→ Task input:
○ ○ ○ ○ ○
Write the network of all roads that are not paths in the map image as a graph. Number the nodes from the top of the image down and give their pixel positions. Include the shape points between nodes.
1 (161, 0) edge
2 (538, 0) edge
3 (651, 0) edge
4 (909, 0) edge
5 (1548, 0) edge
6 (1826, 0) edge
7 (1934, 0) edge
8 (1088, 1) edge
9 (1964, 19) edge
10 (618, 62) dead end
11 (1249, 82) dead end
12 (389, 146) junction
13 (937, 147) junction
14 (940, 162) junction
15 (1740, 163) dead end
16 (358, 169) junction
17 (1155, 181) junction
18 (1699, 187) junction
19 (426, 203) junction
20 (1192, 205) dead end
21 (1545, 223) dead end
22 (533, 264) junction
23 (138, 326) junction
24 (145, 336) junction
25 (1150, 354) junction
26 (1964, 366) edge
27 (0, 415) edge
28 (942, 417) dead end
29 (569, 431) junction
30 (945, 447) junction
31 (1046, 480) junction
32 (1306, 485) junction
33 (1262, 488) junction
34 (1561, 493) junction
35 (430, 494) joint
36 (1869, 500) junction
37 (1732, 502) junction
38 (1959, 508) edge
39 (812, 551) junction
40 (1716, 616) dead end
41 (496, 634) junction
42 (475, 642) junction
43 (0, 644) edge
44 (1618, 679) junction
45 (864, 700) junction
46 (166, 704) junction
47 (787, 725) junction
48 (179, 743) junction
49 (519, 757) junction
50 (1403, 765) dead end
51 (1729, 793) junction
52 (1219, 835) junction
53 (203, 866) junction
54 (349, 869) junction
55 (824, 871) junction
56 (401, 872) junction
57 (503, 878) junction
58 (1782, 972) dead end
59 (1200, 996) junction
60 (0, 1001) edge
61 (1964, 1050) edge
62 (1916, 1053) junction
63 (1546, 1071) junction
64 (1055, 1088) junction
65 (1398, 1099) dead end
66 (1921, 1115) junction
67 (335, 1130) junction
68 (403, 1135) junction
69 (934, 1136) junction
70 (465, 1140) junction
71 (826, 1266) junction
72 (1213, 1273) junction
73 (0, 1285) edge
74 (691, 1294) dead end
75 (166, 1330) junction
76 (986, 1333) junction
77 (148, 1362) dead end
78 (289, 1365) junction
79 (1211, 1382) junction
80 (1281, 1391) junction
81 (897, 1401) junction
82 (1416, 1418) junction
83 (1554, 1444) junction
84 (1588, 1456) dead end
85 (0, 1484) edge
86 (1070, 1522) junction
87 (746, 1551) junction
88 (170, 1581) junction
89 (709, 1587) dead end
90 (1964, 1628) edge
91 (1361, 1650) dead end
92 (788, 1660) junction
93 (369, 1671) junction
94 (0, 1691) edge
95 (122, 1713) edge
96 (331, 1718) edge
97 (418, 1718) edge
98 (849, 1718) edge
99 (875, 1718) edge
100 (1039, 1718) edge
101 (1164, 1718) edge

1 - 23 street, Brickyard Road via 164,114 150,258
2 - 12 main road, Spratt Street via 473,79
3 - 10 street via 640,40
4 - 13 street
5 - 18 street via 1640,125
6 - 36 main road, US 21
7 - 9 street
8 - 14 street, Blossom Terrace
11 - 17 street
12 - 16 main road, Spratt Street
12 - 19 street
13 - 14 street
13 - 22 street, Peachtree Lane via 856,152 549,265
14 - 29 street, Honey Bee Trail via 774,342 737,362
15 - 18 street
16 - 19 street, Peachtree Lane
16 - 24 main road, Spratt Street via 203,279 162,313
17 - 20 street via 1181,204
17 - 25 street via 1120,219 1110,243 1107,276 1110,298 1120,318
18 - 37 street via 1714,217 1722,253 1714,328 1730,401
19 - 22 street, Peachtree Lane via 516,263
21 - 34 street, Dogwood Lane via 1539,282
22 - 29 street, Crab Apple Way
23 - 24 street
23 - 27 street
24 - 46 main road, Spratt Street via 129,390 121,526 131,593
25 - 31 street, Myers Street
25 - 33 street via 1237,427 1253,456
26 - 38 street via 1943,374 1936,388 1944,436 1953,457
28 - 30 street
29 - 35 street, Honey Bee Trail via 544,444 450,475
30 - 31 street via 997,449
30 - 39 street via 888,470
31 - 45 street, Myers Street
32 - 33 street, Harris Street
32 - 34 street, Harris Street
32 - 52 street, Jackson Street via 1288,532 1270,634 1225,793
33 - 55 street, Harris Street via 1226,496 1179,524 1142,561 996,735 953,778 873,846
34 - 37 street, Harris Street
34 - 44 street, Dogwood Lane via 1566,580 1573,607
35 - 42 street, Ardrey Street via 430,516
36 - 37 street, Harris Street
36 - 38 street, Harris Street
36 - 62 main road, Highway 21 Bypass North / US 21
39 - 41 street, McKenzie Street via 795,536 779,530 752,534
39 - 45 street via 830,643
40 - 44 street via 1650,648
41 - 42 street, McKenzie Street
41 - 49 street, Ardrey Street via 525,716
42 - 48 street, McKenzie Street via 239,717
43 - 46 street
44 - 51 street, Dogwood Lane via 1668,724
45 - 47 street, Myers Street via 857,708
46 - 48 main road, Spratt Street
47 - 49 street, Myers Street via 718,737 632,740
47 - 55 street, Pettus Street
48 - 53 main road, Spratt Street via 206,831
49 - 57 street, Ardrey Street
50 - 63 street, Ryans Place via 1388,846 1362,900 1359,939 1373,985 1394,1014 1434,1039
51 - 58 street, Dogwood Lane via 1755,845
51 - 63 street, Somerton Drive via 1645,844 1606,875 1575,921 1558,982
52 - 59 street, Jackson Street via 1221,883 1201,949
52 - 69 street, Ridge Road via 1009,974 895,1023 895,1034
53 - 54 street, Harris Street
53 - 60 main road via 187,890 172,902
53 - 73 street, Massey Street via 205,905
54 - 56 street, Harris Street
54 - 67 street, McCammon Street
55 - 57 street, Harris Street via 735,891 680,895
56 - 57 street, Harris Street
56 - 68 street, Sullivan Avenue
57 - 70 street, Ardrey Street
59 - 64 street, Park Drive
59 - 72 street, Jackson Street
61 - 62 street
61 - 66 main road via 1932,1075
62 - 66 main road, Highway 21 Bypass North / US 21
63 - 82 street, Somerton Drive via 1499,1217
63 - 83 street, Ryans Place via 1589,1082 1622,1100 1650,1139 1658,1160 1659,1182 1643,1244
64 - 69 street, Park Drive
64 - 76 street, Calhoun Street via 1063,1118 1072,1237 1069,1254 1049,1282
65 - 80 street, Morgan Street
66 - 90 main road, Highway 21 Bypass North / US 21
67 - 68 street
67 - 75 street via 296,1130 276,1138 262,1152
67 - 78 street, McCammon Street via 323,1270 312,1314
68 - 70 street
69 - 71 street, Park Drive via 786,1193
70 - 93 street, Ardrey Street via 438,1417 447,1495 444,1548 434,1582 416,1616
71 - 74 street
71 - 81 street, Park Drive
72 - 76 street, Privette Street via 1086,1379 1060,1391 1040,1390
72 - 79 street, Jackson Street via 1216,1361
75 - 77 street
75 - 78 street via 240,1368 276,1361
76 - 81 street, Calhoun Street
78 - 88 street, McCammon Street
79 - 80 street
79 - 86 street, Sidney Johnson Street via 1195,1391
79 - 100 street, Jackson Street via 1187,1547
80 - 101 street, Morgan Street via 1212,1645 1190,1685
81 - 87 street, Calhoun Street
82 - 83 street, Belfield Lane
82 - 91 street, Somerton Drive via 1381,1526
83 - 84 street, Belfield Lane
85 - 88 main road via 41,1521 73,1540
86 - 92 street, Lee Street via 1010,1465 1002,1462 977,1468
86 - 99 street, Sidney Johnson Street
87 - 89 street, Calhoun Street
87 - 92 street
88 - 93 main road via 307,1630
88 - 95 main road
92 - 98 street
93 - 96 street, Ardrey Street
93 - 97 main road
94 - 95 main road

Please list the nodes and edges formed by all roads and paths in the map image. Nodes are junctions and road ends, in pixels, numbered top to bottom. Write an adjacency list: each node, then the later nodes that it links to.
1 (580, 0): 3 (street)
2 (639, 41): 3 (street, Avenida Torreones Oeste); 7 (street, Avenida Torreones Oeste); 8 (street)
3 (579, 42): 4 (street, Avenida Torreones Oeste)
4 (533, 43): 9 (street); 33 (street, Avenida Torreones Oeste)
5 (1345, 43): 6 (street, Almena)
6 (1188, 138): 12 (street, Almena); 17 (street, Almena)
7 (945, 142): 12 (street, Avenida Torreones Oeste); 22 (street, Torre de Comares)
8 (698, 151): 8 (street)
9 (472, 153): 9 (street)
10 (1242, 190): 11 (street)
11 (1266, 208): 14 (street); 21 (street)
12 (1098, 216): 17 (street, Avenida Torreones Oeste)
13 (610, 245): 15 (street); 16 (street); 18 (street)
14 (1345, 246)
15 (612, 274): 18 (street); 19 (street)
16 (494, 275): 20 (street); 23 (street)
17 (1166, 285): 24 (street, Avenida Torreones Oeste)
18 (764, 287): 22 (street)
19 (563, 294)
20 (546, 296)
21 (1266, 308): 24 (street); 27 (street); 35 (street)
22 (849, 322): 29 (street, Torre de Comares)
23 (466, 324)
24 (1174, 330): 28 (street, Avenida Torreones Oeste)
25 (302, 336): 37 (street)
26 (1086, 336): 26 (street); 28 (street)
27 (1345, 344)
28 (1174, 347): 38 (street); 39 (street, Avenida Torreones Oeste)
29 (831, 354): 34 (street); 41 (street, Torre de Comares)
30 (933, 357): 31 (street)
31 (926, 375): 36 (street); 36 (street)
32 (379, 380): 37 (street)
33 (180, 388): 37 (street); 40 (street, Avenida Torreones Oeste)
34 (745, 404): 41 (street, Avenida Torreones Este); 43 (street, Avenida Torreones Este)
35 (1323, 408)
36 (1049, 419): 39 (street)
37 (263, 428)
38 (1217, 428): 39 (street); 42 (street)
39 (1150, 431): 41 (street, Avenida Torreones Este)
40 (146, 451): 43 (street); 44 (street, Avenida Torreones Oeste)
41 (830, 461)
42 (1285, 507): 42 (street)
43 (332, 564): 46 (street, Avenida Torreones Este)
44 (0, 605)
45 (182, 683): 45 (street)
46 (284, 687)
○ ○ ○ ○ ○
→ Exercise goal:
Which lines above carry the string "Bypass"? Copy those lines.

→ Solved problem:
36 - 62 main road, Highway 21 Bypass North / US 21
62 - 66 main road, Highway 21 Bypass North / US 21
66 - 90 main road, Highway 21 Bypass North / US 21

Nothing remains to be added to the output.